Stored data
::::::

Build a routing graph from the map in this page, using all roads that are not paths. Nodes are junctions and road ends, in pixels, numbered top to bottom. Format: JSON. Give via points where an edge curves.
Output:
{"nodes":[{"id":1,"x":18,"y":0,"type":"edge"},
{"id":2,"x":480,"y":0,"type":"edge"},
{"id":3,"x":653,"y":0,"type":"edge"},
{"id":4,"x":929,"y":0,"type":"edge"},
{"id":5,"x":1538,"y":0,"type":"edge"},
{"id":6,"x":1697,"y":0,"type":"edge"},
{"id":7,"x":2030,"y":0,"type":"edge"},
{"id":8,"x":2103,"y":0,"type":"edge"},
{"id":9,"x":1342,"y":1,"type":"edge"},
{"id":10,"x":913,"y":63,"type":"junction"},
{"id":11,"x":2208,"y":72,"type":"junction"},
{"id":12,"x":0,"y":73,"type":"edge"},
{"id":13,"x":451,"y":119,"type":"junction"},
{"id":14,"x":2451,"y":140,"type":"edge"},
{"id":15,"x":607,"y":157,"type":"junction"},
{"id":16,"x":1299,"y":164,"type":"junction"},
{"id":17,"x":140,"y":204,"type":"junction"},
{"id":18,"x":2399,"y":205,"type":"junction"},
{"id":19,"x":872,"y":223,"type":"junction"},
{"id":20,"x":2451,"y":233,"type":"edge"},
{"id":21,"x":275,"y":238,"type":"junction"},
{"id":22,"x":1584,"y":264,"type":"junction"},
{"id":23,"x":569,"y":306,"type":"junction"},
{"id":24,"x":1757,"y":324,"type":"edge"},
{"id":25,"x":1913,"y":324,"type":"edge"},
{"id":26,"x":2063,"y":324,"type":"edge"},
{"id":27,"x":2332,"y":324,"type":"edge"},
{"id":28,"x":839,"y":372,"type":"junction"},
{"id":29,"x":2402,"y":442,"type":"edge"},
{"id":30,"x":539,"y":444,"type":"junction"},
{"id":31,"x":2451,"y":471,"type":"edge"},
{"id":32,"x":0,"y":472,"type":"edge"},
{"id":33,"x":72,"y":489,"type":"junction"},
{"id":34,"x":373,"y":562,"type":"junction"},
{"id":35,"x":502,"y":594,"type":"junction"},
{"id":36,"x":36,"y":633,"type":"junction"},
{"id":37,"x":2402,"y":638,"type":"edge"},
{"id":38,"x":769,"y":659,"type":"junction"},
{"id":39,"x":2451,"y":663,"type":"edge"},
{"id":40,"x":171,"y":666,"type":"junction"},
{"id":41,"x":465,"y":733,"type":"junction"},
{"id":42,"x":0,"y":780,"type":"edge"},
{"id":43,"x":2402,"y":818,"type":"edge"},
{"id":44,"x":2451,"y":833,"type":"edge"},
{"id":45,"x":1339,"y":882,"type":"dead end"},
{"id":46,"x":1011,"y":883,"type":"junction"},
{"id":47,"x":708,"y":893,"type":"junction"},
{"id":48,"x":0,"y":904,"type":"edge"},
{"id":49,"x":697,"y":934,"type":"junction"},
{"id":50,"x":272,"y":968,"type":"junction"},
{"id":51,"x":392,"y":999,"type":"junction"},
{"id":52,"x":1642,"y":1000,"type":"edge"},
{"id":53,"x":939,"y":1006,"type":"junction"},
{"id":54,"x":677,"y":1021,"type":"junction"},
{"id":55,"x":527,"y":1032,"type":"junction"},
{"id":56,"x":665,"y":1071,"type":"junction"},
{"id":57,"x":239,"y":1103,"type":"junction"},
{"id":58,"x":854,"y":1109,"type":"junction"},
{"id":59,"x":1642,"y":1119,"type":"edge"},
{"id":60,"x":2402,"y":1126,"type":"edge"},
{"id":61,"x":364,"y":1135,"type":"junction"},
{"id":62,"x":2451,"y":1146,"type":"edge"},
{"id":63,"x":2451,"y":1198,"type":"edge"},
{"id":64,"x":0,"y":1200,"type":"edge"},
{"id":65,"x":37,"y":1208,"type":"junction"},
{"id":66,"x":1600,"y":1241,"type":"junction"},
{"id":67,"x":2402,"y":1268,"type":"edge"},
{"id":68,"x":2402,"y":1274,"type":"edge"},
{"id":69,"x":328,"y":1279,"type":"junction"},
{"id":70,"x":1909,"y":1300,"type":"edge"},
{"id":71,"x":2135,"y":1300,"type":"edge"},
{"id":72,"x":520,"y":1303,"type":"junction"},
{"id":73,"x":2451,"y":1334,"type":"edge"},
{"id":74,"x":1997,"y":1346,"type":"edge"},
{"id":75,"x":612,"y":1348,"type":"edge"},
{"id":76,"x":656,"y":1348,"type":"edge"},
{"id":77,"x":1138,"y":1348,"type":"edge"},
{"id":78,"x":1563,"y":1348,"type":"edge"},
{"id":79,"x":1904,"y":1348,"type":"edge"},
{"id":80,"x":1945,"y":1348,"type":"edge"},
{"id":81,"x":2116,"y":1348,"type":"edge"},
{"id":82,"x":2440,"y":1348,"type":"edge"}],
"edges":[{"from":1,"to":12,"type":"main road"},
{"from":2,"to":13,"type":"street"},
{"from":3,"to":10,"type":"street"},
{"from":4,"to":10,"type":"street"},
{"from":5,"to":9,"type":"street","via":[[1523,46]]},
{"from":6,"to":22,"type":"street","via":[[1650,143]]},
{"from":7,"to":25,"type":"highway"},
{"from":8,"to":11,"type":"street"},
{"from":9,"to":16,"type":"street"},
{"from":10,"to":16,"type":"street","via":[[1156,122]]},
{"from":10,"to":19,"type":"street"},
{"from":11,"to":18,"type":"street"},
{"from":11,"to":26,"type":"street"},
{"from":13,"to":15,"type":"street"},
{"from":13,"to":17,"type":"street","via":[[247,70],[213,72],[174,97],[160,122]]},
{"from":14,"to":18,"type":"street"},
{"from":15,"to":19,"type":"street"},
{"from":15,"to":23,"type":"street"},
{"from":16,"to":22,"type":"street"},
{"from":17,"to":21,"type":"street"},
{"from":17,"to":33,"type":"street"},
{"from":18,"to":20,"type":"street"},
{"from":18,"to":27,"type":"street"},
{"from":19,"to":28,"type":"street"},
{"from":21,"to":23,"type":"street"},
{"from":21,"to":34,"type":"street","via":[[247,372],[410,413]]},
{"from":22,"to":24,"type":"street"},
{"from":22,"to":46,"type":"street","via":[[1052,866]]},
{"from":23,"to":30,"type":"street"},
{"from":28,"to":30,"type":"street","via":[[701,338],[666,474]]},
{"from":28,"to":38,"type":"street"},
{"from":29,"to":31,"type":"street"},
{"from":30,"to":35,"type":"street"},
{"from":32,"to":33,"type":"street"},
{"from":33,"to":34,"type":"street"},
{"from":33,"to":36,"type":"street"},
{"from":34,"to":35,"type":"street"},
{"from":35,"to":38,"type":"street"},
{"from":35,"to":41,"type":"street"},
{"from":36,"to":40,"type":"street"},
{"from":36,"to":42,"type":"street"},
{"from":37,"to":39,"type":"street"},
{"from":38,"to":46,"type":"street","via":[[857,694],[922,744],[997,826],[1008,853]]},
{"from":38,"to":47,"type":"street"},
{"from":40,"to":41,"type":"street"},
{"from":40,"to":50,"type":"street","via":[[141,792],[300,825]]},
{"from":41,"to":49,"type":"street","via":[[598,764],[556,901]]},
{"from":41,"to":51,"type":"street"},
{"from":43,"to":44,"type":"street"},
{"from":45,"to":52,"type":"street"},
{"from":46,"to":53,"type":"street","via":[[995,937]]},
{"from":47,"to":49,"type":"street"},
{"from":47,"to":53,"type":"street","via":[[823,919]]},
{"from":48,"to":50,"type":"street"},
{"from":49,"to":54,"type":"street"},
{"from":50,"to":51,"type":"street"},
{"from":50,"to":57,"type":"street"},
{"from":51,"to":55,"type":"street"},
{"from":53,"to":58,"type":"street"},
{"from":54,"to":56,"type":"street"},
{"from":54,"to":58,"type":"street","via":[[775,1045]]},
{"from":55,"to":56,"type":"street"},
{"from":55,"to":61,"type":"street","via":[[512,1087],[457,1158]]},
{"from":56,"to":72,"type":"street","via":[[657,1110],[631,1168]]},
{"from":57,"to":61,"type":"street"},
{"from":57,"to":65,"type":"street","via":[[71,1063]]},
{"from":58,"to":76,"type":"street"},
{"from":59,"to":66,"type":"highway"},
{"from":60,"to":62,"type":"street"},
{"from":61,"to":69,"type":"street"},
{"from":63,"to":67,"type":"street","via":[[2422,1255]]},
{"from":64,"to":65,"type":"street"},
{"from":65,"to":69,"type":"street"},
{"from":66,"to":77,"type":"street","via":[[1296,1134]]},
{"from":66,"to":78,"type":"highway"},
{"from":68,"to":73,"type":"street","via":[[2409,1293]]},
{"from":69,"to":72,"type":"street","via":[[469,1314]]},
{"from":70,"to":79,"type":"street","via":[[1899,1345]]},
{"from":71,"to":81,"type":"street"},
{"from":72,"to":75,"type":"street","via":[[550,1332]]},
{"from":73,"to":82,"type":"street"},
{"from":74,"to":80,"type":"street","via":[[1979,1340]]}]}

::::::

Exercise brief: State the number of lines in the records that include the word "highway", and add nothing to it.

Solution: 3